According to the points highlighted above, we conclude that parents cannot buy informal care in old age with transfers of money or time given to their children when they were younger, except in the case of sons for which it could be useful provide them of more financial transfer and promote private incentives in intergenerational relationships. However, parents can buy financial transfers: they can receive more monetary support if they contextually give assistance with their grandchildren (+ 1.17 p.p. for sons and + 0.85 for daughters).

Having found evidence of reciprocity for financial transfers, we analysed which parents are more likely to give time transfers to their adult children and, conversely,  which parents do not give babysitting services to their grandchildren (i.e., those who are men, still work, live far away from their children, have an income less than 60% of the median, have a partner, are older than 65 years of age and have health problems) and financial transfers to their children (i.e., those who are women, have an income less than 60% of the median, live far away from their children, are older than 65 years of age, and have children who left home a long time ago). These individuals are the parents who may not receive monetary help from their children even if they have provided babysitting in the past, and they may be the parents whom policy makers should consider.

Also, parents who gave baby-sitting services in the past (i.e., those who are women, not working, lived far away from their children, with high income, not living with a partner, younger than 65 years of age and with not health problems) do not receive neither financial transfer and informal care. Thus again, they should be the target of policy makers given they are likely to not receive any assistance from their children.

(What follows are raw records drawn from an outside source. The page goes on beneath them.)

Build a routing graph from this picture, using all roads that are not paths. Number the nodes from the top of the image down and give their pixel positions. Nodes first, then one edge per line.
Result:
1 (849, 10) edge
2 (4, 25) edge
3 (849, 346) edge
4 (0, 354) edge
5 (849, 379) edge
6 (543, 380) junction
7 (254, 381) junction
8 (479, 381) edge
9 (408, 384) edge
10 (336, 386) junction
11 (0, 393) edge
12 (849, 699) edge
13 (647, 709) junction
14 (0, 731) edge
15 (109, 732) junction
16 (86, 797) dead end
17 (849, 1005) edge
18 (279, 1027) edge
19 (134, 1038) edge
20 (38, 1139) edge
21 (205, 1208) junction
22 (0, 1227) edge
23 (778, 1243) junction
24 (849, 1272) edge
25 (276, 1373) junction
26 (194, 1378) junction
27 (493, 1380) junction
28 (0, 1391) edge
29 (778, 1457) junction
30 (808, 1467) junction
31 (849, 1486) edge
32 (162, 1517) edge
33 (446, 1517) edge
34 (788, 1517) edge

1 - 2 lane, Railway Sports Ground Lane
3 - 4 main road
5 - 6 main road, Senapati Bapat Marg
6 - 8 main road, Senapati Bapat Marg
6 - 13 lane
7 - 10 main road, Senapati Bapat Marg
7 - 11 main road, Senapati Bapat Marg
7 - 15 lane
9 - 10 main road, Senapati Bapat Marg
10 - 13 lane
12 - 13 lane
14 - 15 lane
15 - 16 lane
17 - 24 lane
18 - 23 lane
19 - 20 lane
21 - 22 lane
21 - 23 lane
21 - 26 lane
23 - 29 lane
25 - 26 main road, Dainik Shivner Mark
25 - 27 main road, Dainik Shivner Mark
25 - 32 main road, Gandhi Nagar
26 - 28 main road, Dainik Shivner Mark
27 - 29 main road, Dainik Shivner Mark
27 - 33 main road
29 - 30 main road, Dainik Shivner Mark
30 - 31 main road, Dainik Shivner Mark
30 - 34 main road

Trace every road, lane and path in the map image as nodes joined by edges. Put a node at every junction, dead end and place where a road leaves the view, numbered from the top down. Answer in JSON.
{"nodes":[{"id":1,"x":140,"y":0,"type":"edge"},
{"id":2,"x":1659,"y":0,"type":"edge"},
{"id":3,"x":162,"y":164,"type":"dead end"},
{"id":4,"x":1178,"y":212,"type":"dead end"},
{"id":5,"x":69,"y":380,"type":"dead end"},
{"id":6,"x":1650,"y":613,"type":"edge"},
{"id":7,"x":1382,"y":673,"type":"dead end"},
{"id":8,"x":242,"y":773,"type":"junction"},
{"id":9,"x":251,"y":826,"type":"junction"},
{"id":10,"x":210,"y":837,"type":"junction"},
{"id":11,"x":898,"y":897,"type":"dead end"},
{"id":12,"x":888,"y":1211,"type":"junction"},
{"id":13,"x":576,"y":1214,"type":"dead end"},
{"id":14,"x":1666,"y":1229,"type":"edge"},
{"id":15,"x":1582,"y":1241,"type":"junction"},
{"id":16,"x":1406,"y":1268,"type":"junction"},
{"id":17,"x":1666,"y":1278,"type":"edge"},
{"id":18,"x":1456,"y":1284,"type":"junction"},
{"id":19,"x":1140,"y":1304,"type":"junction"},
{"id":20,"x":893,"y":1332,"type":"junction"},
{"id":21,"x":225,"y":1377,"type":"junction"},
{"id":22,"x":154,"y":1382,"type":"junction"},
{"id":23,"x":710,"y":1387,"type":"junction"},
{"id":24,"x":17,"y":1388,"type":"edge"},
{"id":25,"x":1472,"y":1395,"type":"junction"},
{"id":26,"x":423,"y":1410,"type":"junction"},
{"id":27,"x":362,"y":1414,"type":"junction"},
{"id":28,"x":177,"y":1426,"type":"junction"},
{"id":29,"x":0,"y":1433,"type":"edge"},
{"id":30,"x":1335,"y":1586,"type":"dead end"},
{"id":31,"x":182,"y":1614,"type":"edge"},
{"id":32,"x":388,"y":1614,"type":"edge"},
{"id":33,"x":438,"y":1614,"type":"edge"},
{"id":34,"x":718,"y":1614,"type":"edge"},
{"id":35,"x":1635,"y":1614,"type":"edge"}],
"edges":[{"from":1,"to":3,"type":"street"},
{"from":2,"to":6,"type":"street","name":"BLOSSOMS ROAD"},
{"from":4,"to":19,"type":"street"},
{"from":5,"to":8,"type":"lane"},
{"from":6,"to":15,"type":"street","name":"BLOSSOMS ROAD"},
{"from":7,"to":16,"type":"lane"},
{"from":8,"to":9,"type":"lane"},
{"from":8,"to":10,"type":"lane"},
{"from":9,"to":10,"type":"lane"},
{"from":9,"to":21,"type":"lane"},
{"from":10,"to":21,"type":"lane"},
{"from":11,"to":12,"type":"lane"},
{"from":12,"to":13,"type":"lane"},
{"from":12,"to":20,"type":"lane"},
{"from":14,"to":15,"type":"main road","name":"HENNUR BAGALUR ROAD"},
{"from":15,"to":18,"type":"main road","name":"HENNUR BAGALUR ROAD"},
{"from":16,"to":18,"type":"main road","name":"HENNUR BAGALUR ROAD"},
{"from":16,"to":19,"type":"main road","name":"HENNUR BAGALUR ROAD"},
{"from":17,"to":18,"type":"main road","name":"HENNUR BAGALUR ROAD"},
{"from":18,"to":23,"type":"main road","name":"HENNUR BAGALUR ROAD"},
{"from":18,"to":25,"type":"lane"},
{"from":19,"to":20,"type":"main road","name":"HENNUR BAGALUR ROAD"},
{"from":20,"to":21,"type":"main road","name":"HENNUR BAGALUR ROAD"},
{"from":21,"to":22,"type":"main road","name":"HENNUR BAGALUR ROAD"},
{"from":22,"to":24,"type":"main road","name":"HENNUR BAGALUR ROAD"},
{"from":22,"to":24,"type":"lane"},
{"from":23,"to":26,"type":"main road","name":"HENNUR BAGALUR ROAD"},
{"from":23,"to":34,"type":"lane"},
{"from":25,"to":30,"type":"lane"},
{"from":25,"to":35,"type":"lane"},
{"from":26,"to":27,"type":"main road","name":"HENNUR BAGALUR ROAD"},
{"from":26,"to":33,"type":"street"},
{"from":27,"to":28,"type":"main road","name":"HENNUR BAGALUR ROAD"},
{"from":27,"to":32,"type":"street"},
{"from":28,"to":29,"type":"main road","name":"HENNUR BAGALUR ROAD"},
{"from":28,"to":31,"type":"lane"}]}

Moreover, we highlight that one aspect that should be taken into account is the proximity of children. Additionally, Leopold and Rabb (2011) found that proximity positively affects the probability that parents will receive informal care from their children. Therefore, particular attention should be given to parents whose children leave the motherland, and a policy that fosters bringing fathers/mothers closer to their children or that fosters bringing children closer to their father/mothers who are needy, poorer, older and alone, could be promoted.